Computed tomography revealed involvement of right mandibular body suggestive of osteomyelitic changes. An informed and written consent was obtained from the patient bystander for the procedure. FNAC report was suggestive of dysplastic changes followed by biopsy which revealed osteosarcoma. The patient was planned for mandibular resection with modified radical neck dissection and reconstruction. The patient was discharged against medical advice and she has passed away after two weeks.
Discussion
Down's syndrome (trisomy 21) is known to be associated with acute leukaemia, although there is no evidence of an increased incidence of other cancers.

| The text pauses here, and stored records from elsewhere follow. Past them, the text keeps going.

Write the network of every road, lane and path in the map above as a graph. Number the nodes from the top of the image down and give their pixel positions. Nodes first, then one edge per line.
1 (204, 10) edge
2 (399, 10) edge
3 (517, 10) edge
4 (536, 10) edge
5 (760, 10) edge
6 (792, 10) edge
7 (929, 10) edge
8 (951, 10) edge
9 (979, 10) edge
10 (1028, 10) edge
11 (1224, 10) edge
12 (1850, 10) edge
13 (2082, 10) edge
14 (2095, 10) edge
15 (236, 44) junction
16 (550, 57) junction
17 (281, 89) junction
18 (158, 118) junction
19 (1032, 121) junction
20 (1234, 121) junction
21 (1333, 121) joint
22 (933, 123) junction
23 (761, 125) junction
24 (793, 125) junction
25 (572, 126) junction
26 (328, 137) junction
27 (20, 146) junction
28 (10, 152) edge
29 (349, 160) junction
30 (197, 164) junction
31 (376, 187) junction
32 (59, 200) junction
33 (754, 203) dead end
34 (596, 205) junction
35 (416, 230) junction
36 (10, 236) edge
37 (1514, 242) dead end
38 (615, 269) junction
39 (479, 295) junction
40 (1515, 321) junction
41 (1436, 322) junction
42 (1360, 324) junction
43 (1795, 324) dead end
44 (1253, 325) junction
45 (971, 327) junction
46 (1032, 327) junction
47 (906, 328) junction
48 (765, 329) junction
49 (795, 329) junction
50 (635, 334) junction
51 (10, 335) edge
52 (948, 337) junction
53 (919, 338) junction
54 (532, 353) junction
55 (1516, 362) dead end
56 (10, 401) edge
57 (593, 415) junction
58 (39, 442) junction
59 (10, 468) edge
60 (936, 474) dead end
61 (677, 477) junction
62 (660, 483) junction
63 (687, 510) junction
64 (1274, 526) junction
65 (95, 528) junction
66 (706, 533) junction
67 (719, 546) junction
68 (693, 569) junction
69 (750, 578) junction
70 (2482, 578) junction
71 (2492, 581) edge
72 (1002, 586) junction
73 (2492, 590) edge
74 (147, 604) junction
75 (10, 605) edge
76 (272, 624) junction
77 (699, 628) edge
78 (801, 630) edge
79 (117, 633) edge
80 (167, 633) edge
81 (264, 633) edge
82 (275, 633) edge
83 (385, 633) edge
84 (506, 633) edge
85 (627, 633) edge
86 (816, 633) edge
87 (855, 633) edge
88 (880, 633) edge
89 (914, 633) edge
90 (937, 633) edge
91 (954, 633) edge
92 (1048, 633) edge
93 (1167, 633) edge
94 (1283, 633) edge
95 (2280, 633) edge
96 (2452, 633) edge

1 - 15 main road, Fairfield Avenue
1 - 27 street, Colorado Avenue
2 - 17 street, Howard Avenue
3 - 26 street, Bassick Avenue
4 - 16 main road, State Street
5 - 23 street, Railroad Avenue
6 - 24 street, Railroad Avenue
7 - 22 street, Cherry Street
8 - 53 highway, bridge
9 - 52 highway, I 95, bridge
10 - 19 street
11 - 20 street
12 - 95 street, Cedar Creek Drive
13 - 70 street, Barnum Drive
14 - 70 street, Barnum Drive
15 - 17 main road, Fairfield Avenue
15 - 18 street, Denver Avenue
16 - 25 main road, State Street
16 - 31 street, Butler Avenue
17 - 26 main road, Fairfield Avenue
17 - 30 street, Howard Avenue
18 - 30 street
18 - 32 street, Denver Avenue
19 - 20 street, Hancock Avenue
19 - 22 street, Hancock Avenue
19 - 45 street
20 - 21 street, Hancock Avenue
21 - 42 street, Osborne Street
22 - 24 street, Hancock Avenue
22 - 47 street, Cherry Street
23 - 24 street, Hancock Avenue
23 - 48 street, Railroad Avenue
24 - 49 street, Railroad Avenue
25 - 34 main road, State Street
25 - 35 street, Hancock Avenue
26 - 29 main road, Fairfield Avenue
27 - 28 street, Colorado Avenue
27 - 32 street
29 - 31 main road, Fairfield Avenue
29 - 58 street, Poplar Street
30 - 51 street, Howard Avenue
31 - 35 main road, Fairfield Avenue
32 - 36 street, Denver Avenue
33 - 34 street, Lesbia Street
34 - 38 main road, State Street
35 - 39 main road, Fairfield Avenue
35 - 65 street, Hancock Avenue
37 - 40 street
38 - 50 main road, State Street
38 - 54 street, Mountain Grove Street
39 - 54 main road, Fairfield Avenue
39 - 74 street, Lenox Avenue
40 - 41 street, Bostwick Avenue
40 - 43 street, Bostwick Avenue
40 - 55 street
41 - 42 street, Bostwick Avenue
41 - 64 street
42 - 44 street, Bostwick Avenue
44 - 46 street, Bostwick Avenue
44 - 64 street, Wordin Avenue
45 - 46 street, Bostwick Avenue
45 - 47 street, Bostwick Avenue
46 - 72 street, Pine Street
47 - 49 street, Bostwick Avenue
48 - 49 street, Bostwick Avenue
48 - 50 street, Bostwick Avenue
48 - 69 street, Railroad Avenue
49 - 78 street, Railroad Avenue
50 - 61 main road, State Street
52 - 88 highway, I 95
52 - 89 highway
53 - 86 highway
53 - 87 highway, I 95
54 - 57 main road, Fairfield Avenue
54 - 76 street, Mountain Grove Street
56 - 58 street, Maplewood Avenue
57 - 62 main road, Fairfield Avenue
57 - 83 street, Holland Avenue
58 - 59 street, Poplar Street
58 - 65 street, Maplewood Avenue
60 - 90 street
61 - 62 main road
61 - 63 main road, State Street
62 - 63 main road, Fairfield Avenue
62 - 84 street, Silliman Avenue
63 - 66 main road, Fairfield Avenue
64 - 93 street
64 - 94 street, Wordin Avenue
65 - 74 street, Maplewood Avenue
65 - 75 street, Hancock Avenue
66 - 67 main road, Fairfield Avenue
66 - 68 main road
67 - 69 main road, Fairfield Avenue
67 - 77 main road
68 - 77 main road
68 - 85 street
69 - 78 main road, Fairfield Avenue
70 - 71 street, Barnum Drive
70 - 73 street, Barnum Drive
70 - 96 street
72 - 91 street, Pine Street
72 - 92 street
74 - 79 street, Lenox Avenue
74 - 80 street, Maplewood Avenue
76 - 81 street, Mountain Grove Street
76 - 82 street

Down syndrome affects one out of every 800 to 1,000 live births and is related with trisomy of chromosome 21, except in rare situations of chromosome 21 translocation (4-5 percent of all cases) or chromosome 21 deletion or Mosaicism (2-4%). persons with down syndrome have an increased chance of developing acute leukaemia and excess mortality owing to infectious agents, congenital abnormalities, and other disorders.2
Down’s syndrome patients are generally not susceptible to dental caries and are more prone to periodontal infections, but in this report patient presented with multiple carious teeth. As there was bilateral submandibular, submental and sublingual swelling it was provisionally diagnosed as Ludwig’s Angina. This is a very unique case of Osteosarcoma in Down’s Syndrome patient presenting as Ludwig’s Angina.5
Because almost all patients with osteosarcoma have at least microscopic metastatic disease, systemic chemotherapy is required for successful treatment. Systemic chemotherapy is required for the successful treatment of osteosarcoma. The chemotherapeutic drugs used in most treatment regimens are chosen from those that have been shown to be effective against osteosarcoma. Doxorubicin, cisplatin, ifosfamide, high-dose methotrexate with leucovorin rescue (HDMTX), and cyclophosphamide are among them. These agents are harmful in both the short and long term. Surgery is the sole effective method for local control of osteosarcoma because it is particularly resistant to radiation therapy. The surgical management of Mandibular Osteosarcoma involves resection of the mandible with Radical Neck Dissection and Reconstruction with local pedicle or distant free flaps.6, 7
Although methotrexate-based chemotherapy regimens for paediatric osteosarcoma have been widely investigated, no standardised treatment procedures for individuals who are unable to tolerate high-dose methotrexate (12 g/m2 dosage) have been developed. It is well established that patients with Down syndrome who develop acute lymphoblastic leukaemia are more susceptible to methotrexate toxicity.8 Methotrexate's delayed renal clearance may predispose these patients to more severe side effects. Most notably, methotrexate appears to cause greater myelosuppression in Down syndrome patients, leading to an increased frequency of infections and fatalities from sepsis.9
Sims et al. treated a 14-year-old Down syndrome kid with 1 dose of carboplatin, 480 mg/m2 cisplatin, 450 mg/m2 doxorubicin, and 56 g/m2 ifosfamide in a case report. Due to chronic renal insufficiency, the initial regimen was changed to include cisplatin instead of carboplatin and lower ifosfamide dosages. Their patient is living three years after finishing this chemotherapy treatment and having tumour excision with no new tumours or metastases discovered on imaging. He handled treatment effectively, with no signs of sepsis.10, 11
Conclusion
Osteosarcoma is aggressive bone pathology with very high morbidity and mortality. Misdiagnosis and delay in treatment especially in such cases of aggressive osteosarcoma can result in complications and deterioration in systemic condition. A multidisciplinary approach to treatment that includes surgeons, genetic medicine specialist, pathologist and radiologist can aid in appropriate treatment plan. This current case report hereby hopes to prevent such untimely death in the future in case of patients presenting with similar symptoms.